For an IMAP server, I searched around just a little and found Dovecot. Okay, don’t get me wrong, I like Dovecot’s security model and its sane configuration file syntax. And I finally understand Plugin Authentication Modules (PAM) well enough to regulate login security.

And we’re back to “But.”

But the documentation set for Dovecot 2 truly rots. Wait, no, I don’t mean that. I mean that it’s an extraordinarily obtuse problem-solving resource. There’s a nice spot on the Wiki on “What if it doesn’t work?” but it’s pretty close to empty, and it didn’t address the actual problem that I had.

Which was…

…the mail_uid and mail_gid variables that are absolutely required to be populated so Dovecot knows what user identity to assume when an IMAP or POP user comes to call.

It took me a late night of experimentation to focus down to this one observation: When a system user (i.e., someone in /etc/passwd) authenticates into IMAP using PAM, Dovecot doesn’t just automatically pull the uid and gid into its mail_uid and mail_gid variables.

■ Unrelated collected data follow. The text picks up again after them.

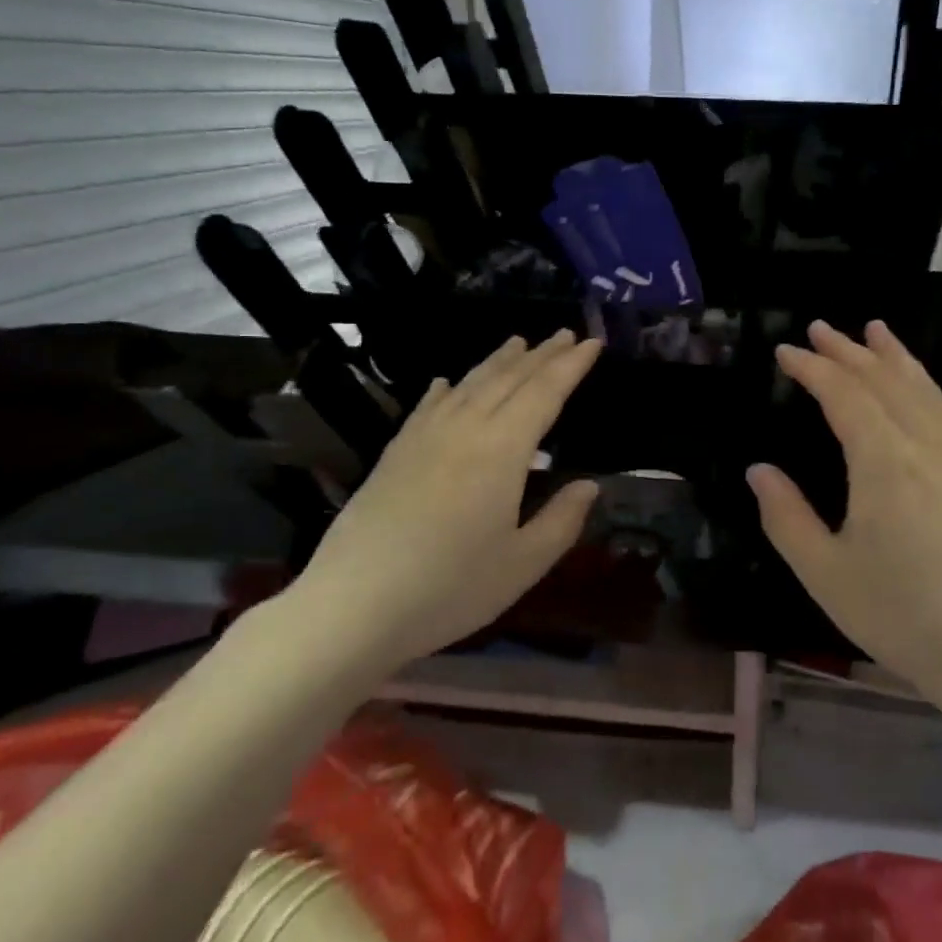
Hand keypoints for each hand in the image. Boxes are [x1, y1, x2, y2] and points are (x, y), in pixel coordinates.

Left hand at [288, 330, 602, 667]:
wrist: (350, 607)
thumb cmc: (449, 588)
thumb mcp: (523, 564)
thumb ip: (562, 520)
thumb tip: (589, 486)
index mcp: (502, 450)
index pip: (545, 393)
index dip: (571, 366)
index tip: (592, 343)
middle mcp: (464, 429)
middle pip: (509, 379)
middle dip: (541, 355)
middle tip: (565, 334)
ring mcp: (424, 438)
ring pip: (468, 384)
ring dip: (498, 361)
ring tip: (519, 342)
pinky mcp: (394, 454)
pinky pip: (427, 406)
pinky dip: (446, 388)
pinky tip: (447, 381)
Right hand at [746, 321, 941, 694]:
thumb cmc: (900, 614)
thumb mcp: (825, 573)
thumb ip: (786, 516)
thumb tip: (759, 470)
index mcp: (884, 462)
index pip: (844, 394)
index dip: (813, 368)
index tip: (786, 352)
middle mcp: (924, 445)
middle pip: (883, 380)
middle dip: (848, 350)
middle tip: (818, 328)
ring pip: (921, 388)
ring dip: (892, 356)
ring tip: (873, 330)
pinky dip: (922, 383)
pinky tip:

Which led to the obvious question: By what mechanism does Dovecot get mail_uid and mail_gid from PAM?

This took another late night. There is really nothing in the documentation that spells it out. It talks about variables in the config files, but isn’t clear on whether you can use variables in mail_uid and mail_gid settings. It doesn’t have anything on PAM other than basically “hey, here are a couple of config lines that should work on Linux.” And the documentation doesn’t point to a resolution of the error message I actually got.

Rule of Thumb

“If I have to read your source code to solve a configuration problem, your documentation rots.”

So it’s a couple hours plowing through documentation to find where Dovecot pulls a uid and gid from the authentication source. It requires setting of an internal variable called MAIL_STORAGE_SERVICE_FLAG_USERDB_LOOKUP in a C function called mail_service_storage_lookup().

I couldn’t figure out how that flag got set, other than by tracing the call chain all the way up to main() and trying to set a -u flag on the command line. I never figured out why that didn’t work. I got so desperate I just hardcoded the MAIL_STORAGE_SERVICE_FLAG_USERDB_LOOKUP flag into the source and rebuilt.

Okay, that’s just completely wrong.

After that, it was easy to set up SpamAssassin (to flag incoming spammishness), Apache (regular web server), Subversion (to latch onto Apache as a version control engine), BIND9 (for DNS resolution), and MySQL (database).

I’m just about ready to cut all services over to the new host. Wish me luck.